The American Civil War At Sea Wiki

CSS NEUSE (1864)

Built: Whitehall (Seven Springs), North Carolina

Commissioned: April, 1864

Service: 1864, North Carolina

Home Port: Kinston, North Carolina

Dimensions: 140' Length, 34' Beam, 9' Draft

Armor: Approximately 6" iron, with wood backing.

Armament: 2x6.4" Brooke Rifles

Engines: Single Screw

Speed: 4 knots

Crew: 50

Fate: Ran aground, 1864; refloated and brought into serviceable condition again. Burned to prevent capture March 9, 1865. Remains raised in the 1960s, and are now seriously threatened. She has badly deteriorated over time.


Neuse was sister ship of the famous Albemarle, and designed for many of the same reasons: to provide a light draft, powerful vessel capable of disrupting Union operations on North Carolina's Coast and her many inland river inlets. Like Albemarle, she was built on a riverbank in a cleared field, in this case across the river from the town of Whitehall (now Seven Springs) North Carolina. She was very similar to Albemarle, but was approximately twelve feet shorter.

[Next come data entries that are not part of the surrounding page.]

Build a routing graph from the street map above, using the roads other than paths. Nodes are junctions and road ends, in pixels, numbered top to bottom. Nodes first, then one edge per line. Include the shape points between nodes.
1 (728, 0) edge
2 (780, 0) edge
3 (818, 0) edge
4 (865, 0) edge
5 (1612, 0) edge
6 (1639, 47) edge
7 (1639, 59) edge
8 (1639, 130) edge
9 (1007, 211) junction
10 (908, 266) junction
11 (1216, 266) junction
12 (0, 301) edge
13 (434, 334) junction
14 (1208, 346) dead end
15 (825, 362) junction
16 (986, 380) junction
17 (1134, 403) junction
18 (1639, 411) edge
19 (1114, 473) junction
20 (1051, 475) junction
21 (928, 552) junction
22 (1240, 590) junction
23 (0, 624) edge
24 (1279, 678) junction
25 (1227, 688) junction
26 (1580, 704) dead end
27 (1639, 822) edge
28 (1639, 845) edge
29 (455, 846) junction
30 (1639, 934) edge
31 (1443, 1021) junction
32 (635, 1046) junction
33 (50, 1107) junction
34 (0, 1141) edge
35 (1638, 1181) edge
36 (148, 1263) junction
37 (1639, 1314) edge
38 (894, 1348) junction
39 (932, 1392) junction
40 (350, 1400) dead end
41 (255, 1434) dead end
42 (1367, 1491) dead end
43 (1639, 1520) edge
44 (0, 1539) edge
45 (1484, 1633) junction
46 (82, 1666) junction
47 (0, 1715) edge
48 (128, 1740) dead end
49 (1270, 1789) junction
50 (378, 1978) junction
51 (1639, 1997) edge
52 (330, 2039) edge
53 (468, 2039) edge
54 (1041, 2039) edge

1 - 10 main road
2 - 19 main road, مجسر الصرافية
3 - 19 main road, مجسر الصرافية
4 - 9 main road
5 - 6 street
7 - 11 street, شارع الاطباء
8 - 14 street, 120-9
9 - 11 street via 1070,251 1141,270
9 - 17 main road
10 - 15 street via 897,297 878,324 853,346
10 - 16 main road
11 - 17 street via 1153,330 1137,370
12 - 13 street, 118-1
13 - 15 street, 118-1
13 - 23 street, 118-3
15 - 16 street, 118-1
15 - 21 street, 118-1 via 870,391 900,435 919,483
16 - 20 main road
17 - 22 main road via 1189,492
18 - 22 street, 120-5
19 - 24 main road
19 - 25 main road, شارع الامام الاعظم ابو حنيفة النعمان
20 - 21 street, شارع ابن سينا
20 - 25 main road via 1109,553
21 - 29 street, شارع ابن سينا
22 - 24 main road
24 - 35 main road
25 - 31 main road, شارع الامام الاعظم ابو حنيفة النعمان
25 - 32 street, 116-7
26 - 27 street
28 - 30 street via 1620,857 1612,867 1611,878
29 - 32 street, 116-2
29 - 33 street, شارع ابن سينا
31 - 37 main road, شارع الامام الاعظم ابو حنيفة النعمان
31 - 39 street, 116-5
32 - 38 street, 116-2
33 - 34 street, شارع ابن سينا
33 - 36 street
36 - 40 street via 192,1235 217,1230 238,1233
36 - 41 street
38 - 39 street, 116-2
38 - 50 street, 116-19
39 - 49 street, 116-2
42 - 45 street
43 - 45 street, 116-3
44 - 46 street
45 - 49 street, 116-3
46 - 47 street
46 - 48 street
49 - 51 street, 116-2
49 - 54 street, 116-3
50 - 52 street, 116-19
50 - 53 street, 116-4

Neuse only achieved one operational sortie - in October, 1864, she sailed down the Neuse River in order to assist with a Confederate operation against Union occupied New Bern. Unfortunately, she ran aground not far from her home port of Kinston, and was damaged in the process. The grounded vessel was refloated and brought back to Kinston for repair. The timeline at this point becomes murky, and it is unclear at what point repairs were completed, only that this had, in fact, taken place by 1865. Aside from a defensive role near Kinston, however, Neuse never again saw active service - planned future operations were cut short by Union advances toward Kinston, at which point the ship was destroyed to prevent her capture.

She was located and raised in the 1960s, using a relatively primative process that resulted in the collapse of much of her remaining hull. Those elements of the wreck that survived were placed on display in an outside pavilion, which was never fully protected from the elements. As flood waters and hurricane season took their toll on the Neuse, efforts were made to relocate, preserve, and possibly restore the wreck. However, these have stalled as of 2011.

Neuse has the distinction of being the only surface vessel from the American Civil War to have been completely rebuilt in replica form at 1:1 scale. Engines have been installed, but it is unclear whether Neuse II has actually entered the war.